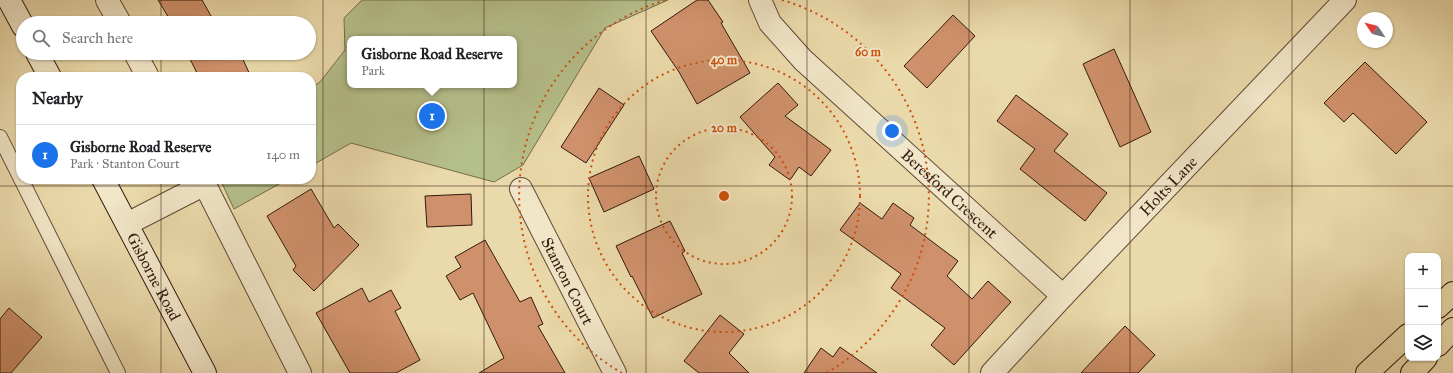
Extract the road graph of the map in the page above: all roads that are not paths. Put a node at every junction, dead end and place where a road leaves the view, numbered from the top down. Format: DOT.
graph roads {
  1 [pos="9,0"];
  2 [pos="107,0"];
  3 [pos="760,0"];
  4 [pos="1345,0"];
  5 [pos="18,16"];
  6 [pos="116,16"];
  7 [pos="41,60"];
  8 [pos="139,60"];
  9 [pos="47,72"];
  10 [pos="145,72"];
  11 [pos="0,137"];
  12 [pos="16,169"];
  13 [pos="24,184"];
  14 [pos="106,184"];
  15 [pos="200,184"];
  16 [pos="205,184"];
  17 [pos="521,189"];
  18 [pos="127,224"];
  19 [pos="1453,294"];
  20 [pos="1063,296"];
  21 [pos="1441,304"];
  22 [pos="1453,329"];
  23 [pos="1405,338"];
  24 [pos="1441,342"];
  25 [pos="1423,361"];
  26 [pos="118,373"];
  27 [pos="205,373"];
  28 [pos="300,373"];
  29 [pos="616,373"];
  30 [pos="992,373"];
  31 [pos="1367,373"];
  32 [pos="1412,373"];
  1 -- 5 [label="street"];
  2 -- 6 [label="street"];
  3 -- 20 [label="street, Beresford Crescent"];
  4 -- 20 [label="street, Holts Lane"];
  7 -- 9 [label="street"];
  8 -- 10 [label="street"];
  11 -- 12 [label="lane"];
  13 -- 26 [label="lane"];
  14 -- 18 [label="street, Gisborne Road"];
  15 -- 18 [label="street"];
  16 -- 28 [label="street"];
  17 -- 29 [label="street, Stanton Court"];
  18 -- 27 [label="street, Gisborne Road"];
  19 -- 21 [label="highway"];
  20 -- 30 [label="street, Holts Lane"];
  22 -- 24 [label="highway"];
  23 -- 31 [label="highway"];
  25 -- 32 [label="highway"];
}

> [TASK REQUIREMENTS] Check each line of the data above for the word "graph" and say how many lines contain it, giving nothing besides the number.

> [SOLUTION FOR THIS TASK] 2